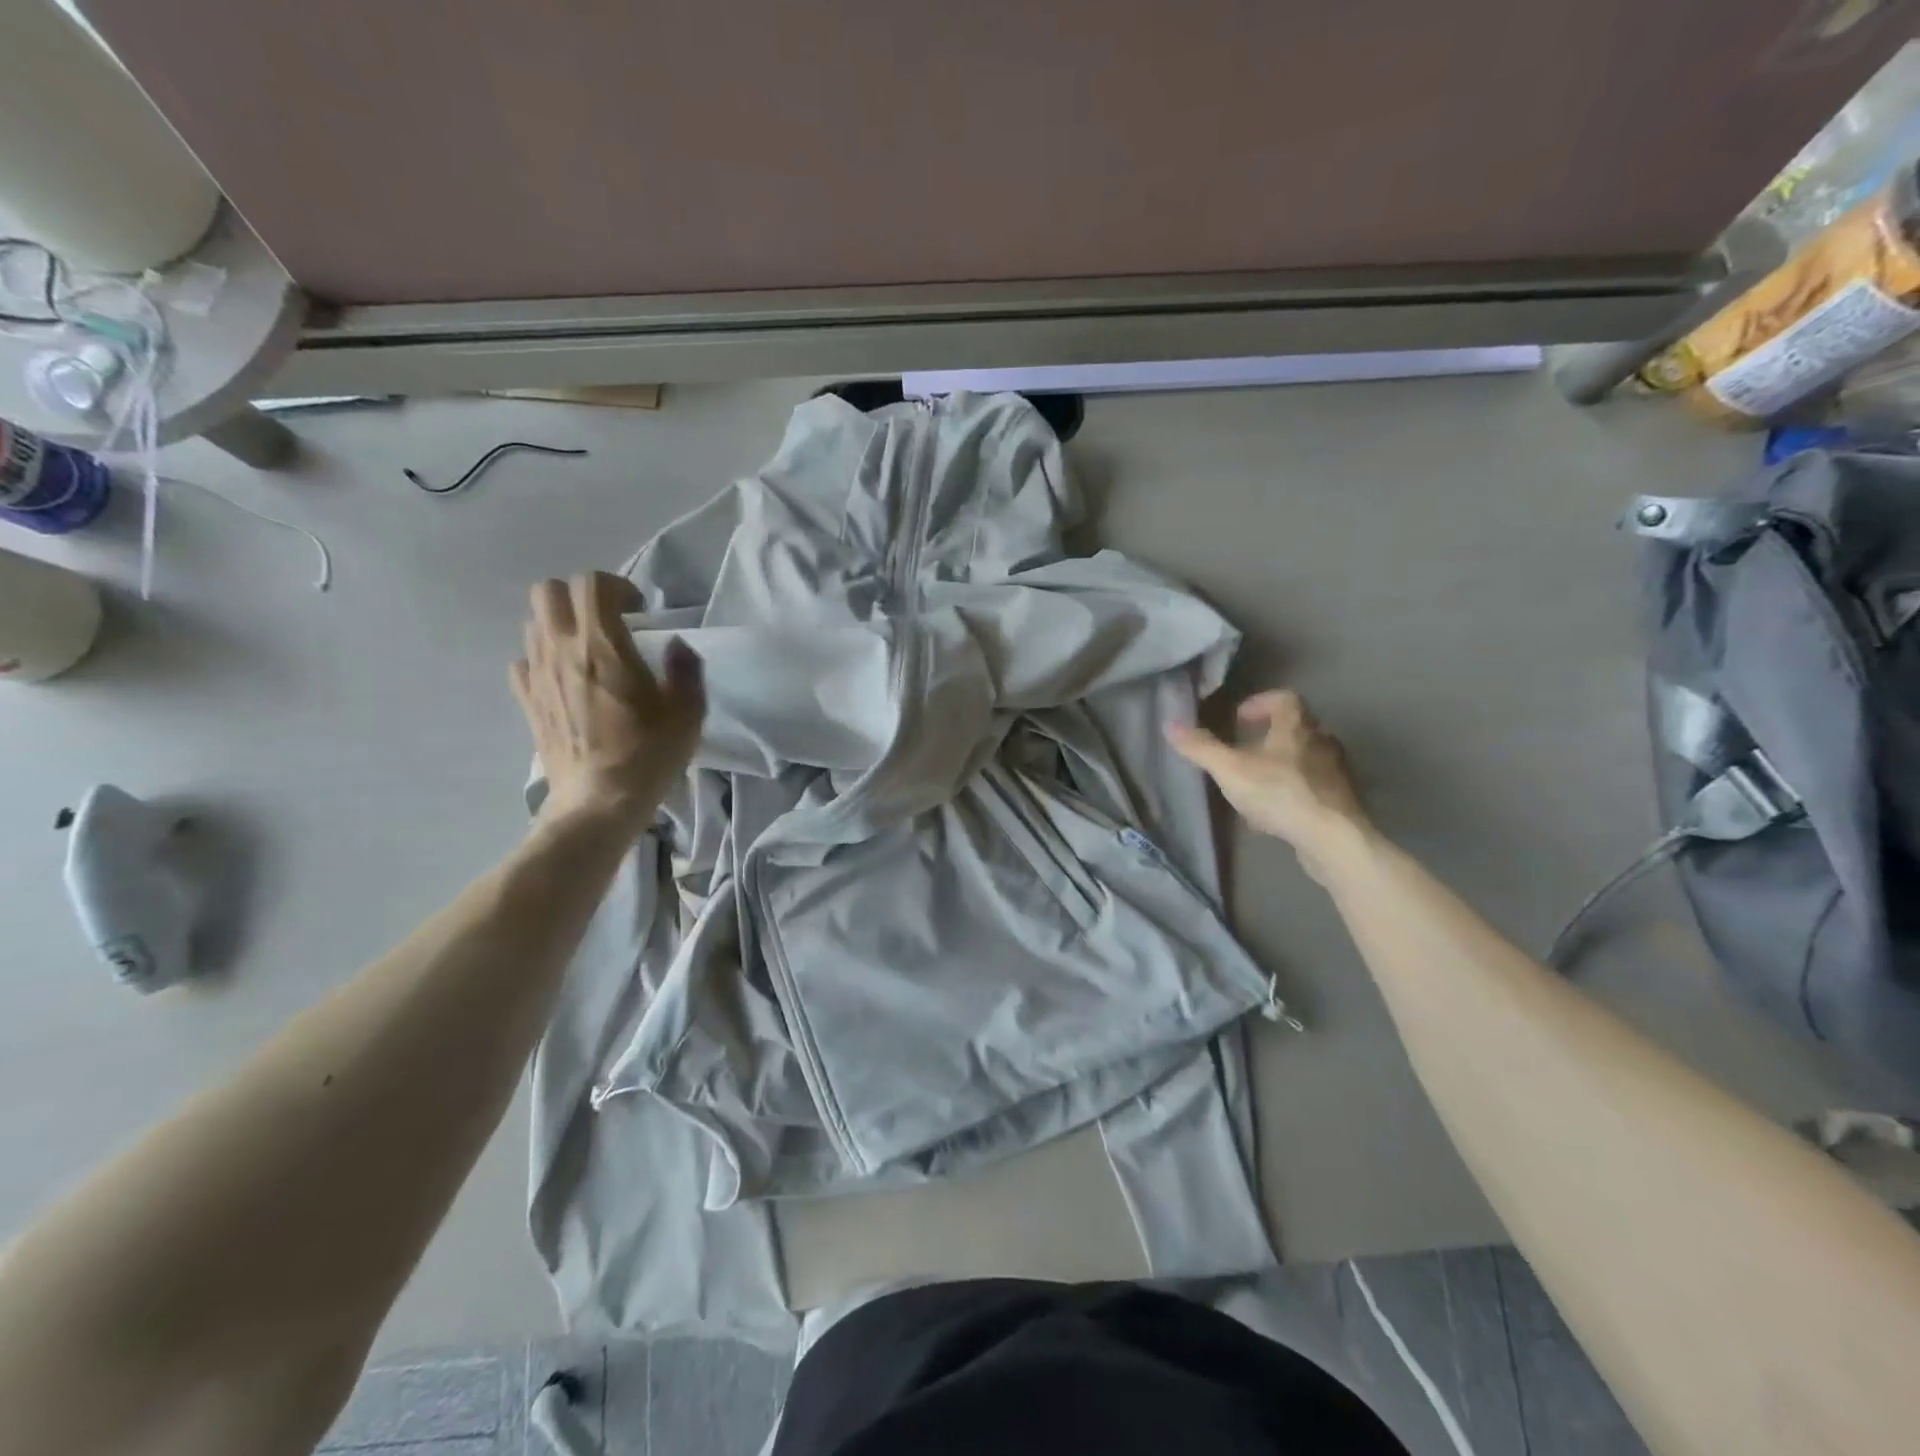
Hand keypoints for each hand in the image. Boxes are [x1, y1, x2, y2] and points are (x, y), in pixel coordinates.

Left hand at [511, 573, 703, 832]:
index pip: (592, 584)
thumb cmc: (648, 754)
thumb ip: (686, 670)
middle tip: (608, 621)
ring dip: (560, 625)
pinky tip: (566, 679)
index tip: (638, 610)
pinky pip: (523, 660)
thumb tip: (677, 645)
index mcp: (603, 645)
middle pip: (548, 591)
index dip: (617, 586)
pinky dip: (542, 658)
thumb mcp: (688, 713)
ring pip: (533, 623)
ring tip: (588, 651)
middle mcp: (561, 650)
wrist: (598, 802)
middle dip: (579, 597)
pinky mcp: (526, 701)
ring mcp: (537, 675)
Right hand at [1167, 691, 1368, 880]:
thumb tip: (1170, 724)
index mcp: (1297, 727)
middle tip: (1244, 750)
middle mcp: (1321, 742)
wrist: (1332, 837)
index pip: (1284, 699)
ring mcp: (1335, 772)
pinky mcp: (1340, 800)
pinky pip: (1312, 788)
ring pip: (1305, 759)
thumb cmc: (1279, 793)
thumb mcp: (1230, 770)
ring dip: (1281, 765)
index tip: (1239, 718)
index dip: (1260, 703)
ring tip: (1255, 784)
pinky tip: (1273, 814)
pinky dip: (1292, 792)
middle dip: (1269, 736)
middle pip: (1296, 728)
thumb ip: (1201, 748)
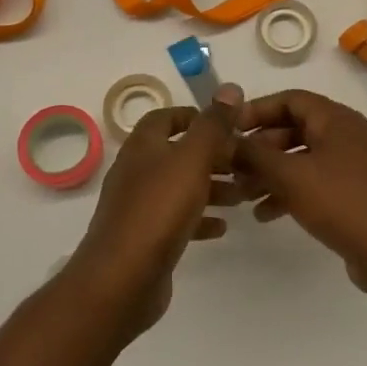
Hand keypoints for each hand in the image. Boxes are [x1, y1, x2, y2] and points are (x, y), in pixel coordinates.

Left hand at [67, 85, 245, 333]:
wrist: (122, 278)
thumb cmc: (159, 209)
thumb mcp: (192, 159)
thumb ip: (213, 125)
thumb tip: (230, 87)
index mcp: (143, 147)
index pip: (165, 118)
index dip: (194, 117)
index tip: (226, 126)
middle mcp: (137, 171)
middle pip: (177, 154)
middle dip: (211, 156)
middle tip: (244, 164)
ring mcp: (138, 206)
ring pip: (179, 187)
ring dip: (210, 188)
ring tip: (241, 196)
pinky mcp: (145, 238)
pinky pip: (176, 219)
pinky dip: (199, 218)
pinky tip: (222, 227)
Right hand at [233, 89, 366, 303]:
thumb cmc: (343, 203)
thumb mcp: (291, 176)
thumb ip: (255, 155)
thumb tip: (227, 141)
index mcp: (336, 119)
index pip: (290, 99)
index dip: (257, 110)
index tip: (228, 129)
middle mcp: (346, 135)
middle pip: (294, 129)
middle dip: (260, 148)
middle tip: (232, 167)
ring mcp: (353, 166)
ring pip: (302, 159)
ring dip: (271, 173)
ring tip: (242, 195)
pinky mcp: (355, 195)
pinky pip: (315, 183)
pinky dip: (290, 192)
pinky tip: (266, 214)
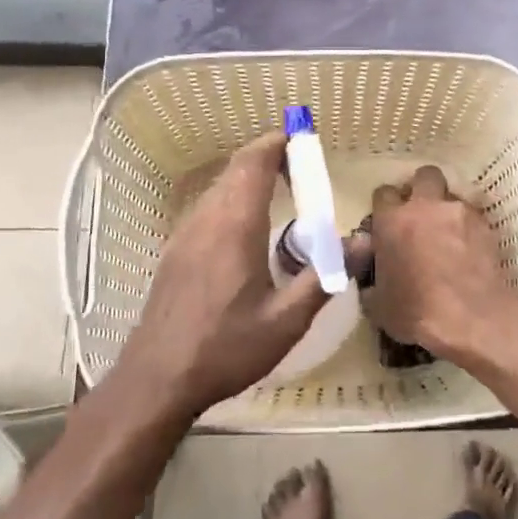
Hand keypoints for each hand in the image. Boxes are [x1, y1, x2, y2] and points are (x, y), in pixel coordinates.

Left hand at [112, 131, 331, 416]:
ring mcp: (184, 235)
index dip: (277, 143)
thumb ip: (326, 277)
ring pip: (219, 188)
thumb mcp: (286, 321)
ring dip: (249, 179)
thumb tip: (362, 243)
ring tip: (281, 195)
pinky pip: (208, 209)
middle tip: (301, 170)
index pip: (253, 162)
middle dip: (268, 158)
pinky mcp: (175, 252)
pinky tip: (248, 232)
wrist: (156, 380)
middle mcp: (206, 220)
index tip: (302, 139)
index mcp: (234, 226)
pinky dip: (233, 201)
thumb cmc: (225, 349)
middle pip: (236, 169)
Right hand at [361, 166, 517, 363]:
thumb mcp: (378, 305)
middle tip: (421, 214)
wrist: (471, 318)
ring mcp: (459, 212)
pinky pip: (473, 217)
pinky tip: (469, 251)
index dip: (385, 206)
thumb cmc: (416, 312)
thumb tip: (371, 281)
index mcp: (392, 221)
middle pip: (424, 176)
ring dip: (448, 210)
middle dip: (422, 189)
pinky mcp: (486, 226)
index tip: (388, 222)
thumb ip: (371, 283)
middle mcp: (425, 207)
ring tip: (449, 235)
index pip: (383, 193)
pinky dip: (469, 229)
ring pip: (452, 196)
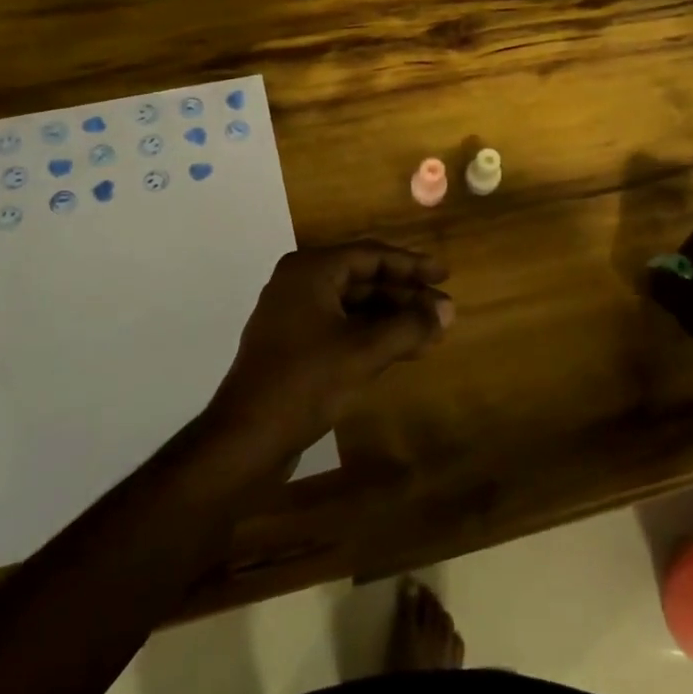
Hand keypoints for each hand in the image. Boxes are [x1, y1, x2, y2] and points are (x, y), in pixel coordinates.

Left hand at [211, 241, 452, 459]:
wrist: (245, 438)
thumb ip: (409, 326)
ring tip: (431, 333)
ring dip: (392, 318)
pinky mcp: (293, 344)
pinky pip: (341, 326)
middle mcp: (299, 283)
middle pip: (363, 278)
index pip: (371, 255)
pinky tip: (401, 350)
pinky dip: (372, 335)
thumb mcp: (364, 352)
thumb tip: (447, 310)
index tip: (445, 275)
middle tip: (442, 311)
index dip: (412, 265)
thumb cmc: (306, 383)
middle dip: (405, 296)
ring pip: (354, 305)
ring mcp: (293, 314)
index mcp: (311, 270)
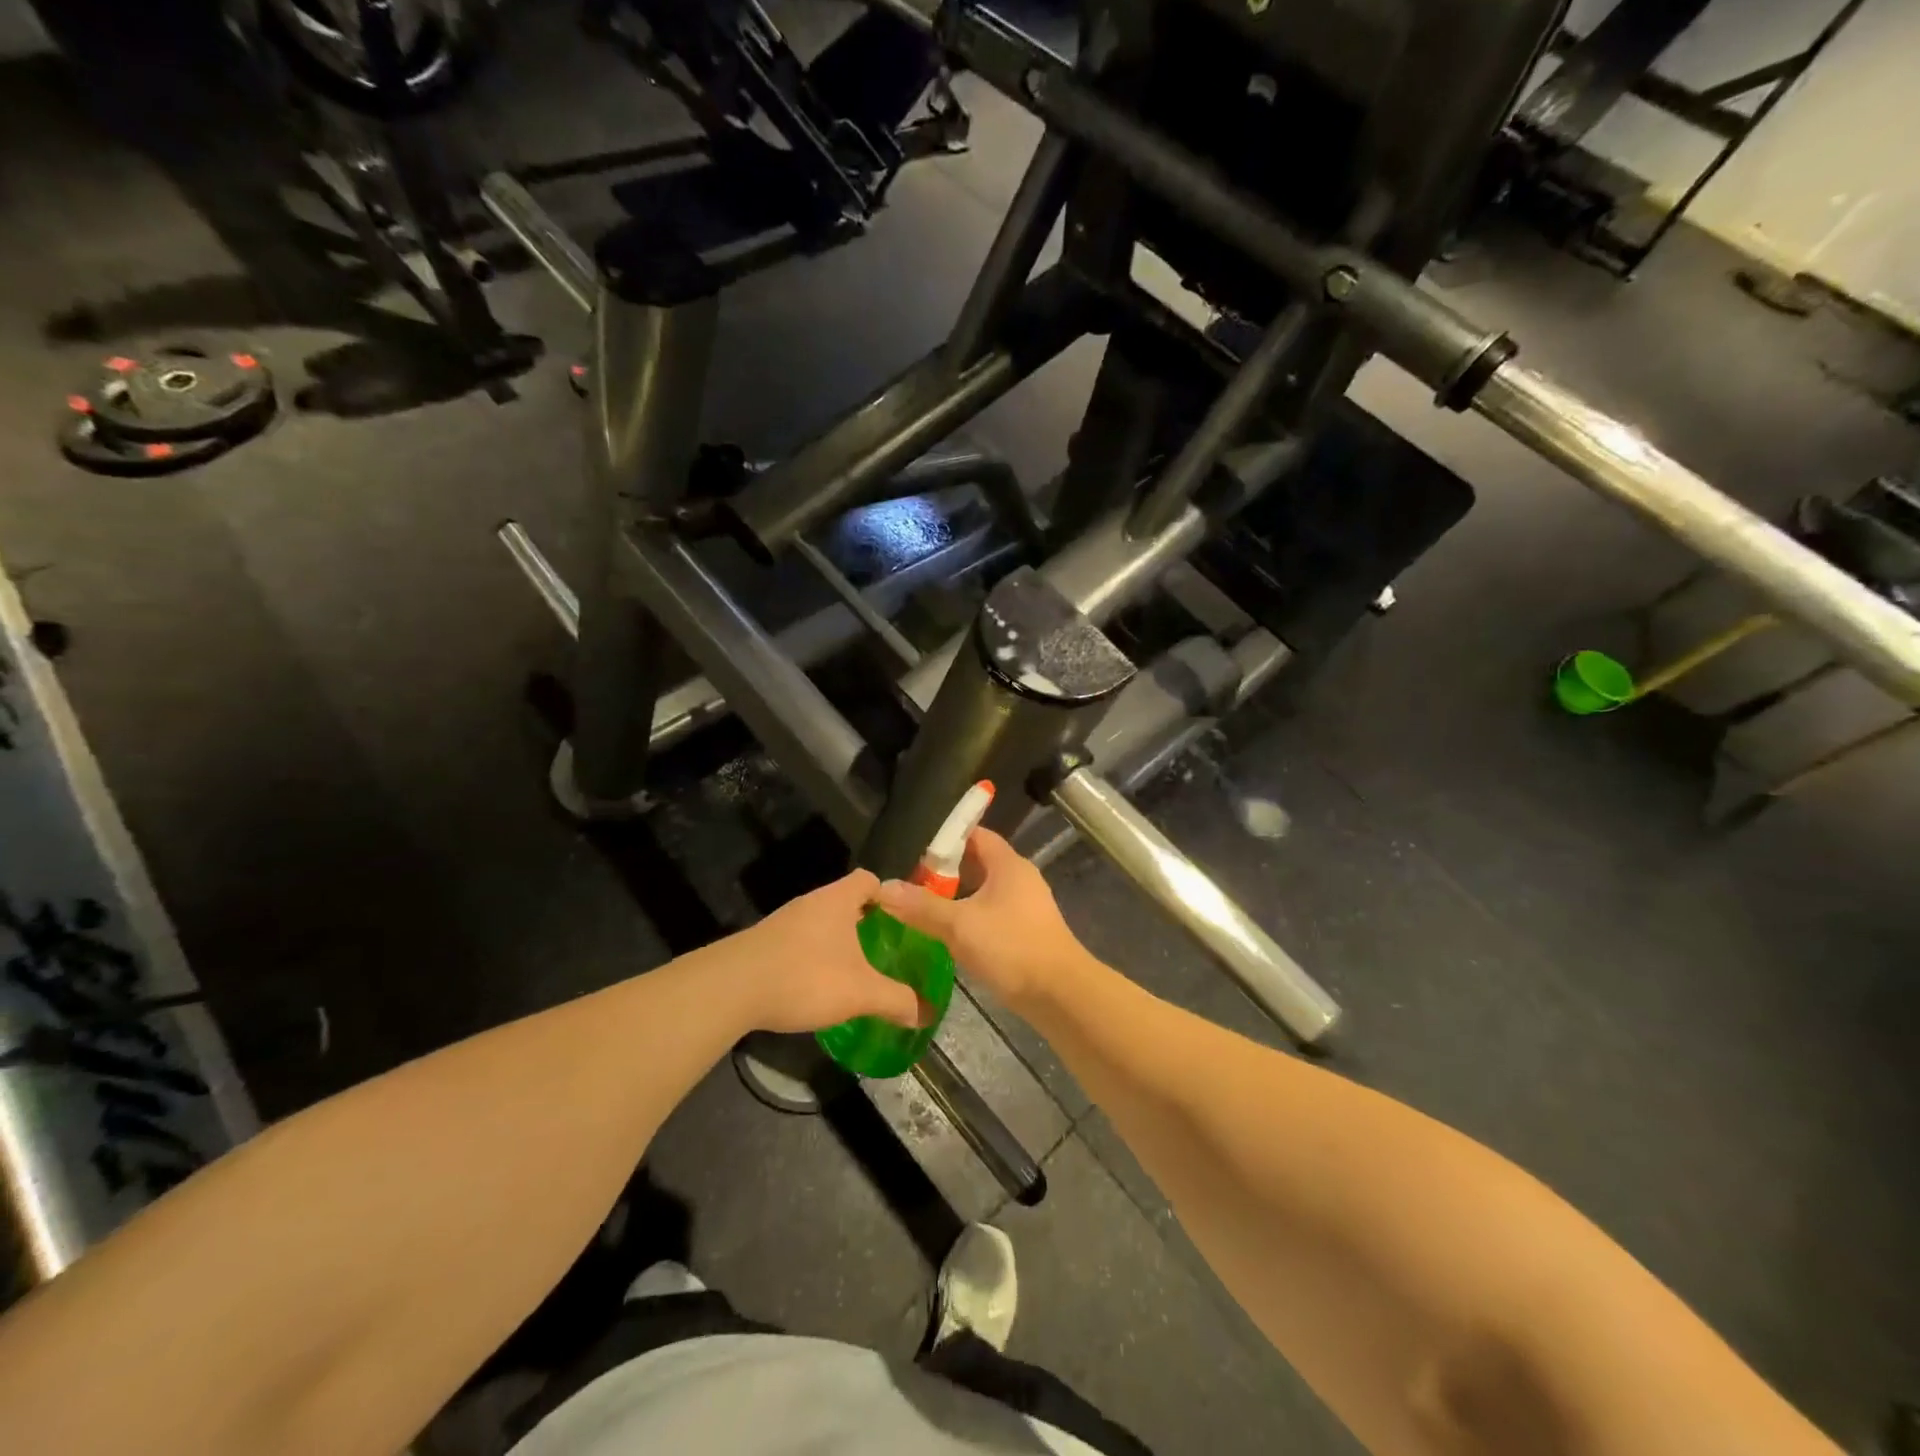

## EXERCISE GOAL
Reproduce the listing word for word and omit its pictures.

## TASK RESPONSE
Hand keypoints for each hand in the image. Boxes are [x1, y1, x2, y2] and points are (x, y), in pixel coordinates.

Left hand at [511, 573, 703, 832]:
index pip: (592, 584)
thumb cmc: (648, 754)
thumb ip: (686, 670)
middle tip: (608, 621)
ring dip: (560, 625)
pinky tip: (566, 679)
index tip: (638, 610)
pinky pip: (523, 660)
thumb tip: (677, 645)
index mcp: (603, 645)
middle pip: (548, 591)
index dip: (617, 586)
pinky dip: (542, 658)
thumb mcp: (688, 713)
ring pip: (533, 623)
ring tip: (588, 651)
middle mcp: (561, 650)
wrist: (598, 802)
middle dip: (579, 597)
pinky mcp: (526, 701)
ring mcp: (537, 675)
Right hand at [1167, 691, 1368, 880]:
thumb tip: (1170, 724)
index mcp: (1297, 727)
middle tip: (1244, 750)
middle mcp: (1321, 742)
wrist: (1332, 837)
index pip: (1284, 699)
ring mcp: (1335, 772)
pinky mcp: (1340, 800)
pinky pip: (1312, 788)
ring pip: (1305, 759)
thumb cmc: (1279, 793)
thumb mcp: (1230, 770)
ring dip: (1281, 765)
index tip: (1239, 718)
index dip: (1260, 703)
ring tip: (1255, 784)
pinky tip: (1273, 814)
pinky dip: (1292, 792)
middle dip: (1269, 736)
middle pip: (1296, 728)
thumb ip: (1201, 748)
Hand keypoints for each hand in the image. Boxes are [x1, y1, x2, y2] and points are (x, y), in pixel coordinates.

Left hand at [67, 85, 245, 333]:
wrist: (122, 278)
thumb cmc: (159, 209)
thumb mcp: (192, 159)
thumb ip: (213, 125)
thumb tip: (230, 87)
index mcp: (143, 147)
index pip: (165, 118)
index dip: (194, 117)
index tip: (226, 126)
middle mcp: (137, 171)
middle pip: (177, 154)
middle dip: (211, 156)
middle tip: (244, 164)
ring mcp: (138, 206)
ring pip: (179, 187)
ring dip: (210, 188)
ring tip: (241, 196)
pinky mcp: (145, 238)
pinky pip: (176, 219)
pinky dip: (199, 218)
pinky tip: (222, 227)
Right hand at [233, 89, 366, 303]:
thumb cmc: (343, 203)
thumb mcp: (291, 176)
thumb ip: (255, 155)
thumb tip: (227, 141)
index mcp: (336, 119)
index pip: (290, 99)
index dip: (257, 110)
index tip: (228, 129)
middle mcp: (346, 135)
middle pip: (294, 129)
middle dip: (260, 148)
middle tip: (232, 167)
ring mcp: (353, 166)
ring pip: (302, 159)
ring dip: (271, 173)
ring tip: (242, 195)
pinky mcp: (355, 195)
pinky pip: (315, 183)
pinky dip: (290, 192)
pinky tip: (266, 214)
Hand keypoints for each hand in the image. Boxes are [x1, y1, x2, y2] and points are (x, y), in pixel coordinates.

Left hand at [112, 131, 331, 416]:
ring mcp: (184, 235)
index dip: (277, 143)
thumb ip: (326, 277)
ring pip: (219, 188)
thumb mcp: (286, 321)
ring dip: (249, 179)
thumb tip: (362, 243)
ring tip: (281, 195)
pinky pip: (208, 209)
middle tip: (301, 170)
index pip: (253, 162)
middle dip: (268, 158)
pinky mcp: (175, 252)
pinky tip: (248, 232)
wrist: (156, 380)
middle mcp: (206, 220)
index tip: (302, 139)
index mcp: (234, 226)
pinky dip: (233, 201)
thumb cmc: (225, 349)
middle pip: (236, 169)
Right hand at [361, 166, 517, 363]:
thumb mcp: (378, 305)
middle tip: (421, 214)
wrist: (471, 318)
ring mcp: (459, 212)
pinky pip: (473, 217)
pinky tip: (469, 251)
index dip: (385, 206)
thumb cmc: (416, 312)
thumb tip: (371, 281)
index mcp: (392, 221)
middle pip: (424, 176)
ring dip: (448, 210)
middle dip: (422, 189)
pinky mcp: (486, 226)
index tip: (388, 222)
thumb ip: (371, 283)
middle mcp: (425, 207)
ring tip: (449, 235)
index pip: (383, 193)
pinky dip: (469, 229)
ring pip: (452, 196)
Hand keypoints for each hand in the image. Boxes are [x1, y1, x2, y2] and points are (x, y), in pixel coordinates.

Left hand at [211, 241, 452, 459]:
wrist: (245, 438)
thumb ip: (409, 326)
ring tip: (431, 333)
ring dip: (392, 318)
pinky mcp: (293, 344)
pinky pip: (341, 326)
middle mcp: (299, 283)
middle pip: (363, 278)
index pip: (371, 255)
pinky tip: (401, 350)
pinky dip: (372, 335)
thumb mcp: (364, 352)
thumb tip: (447, 310)
index tip: (445, 275)
middle tip: (442, 311)
index dip: (412, 265)
thumb cmc: (306, 383)
middle dip: (405, 296)
ring pip: (354, 305)
ring mcp: (293, 314)
index mcp: (311, 270)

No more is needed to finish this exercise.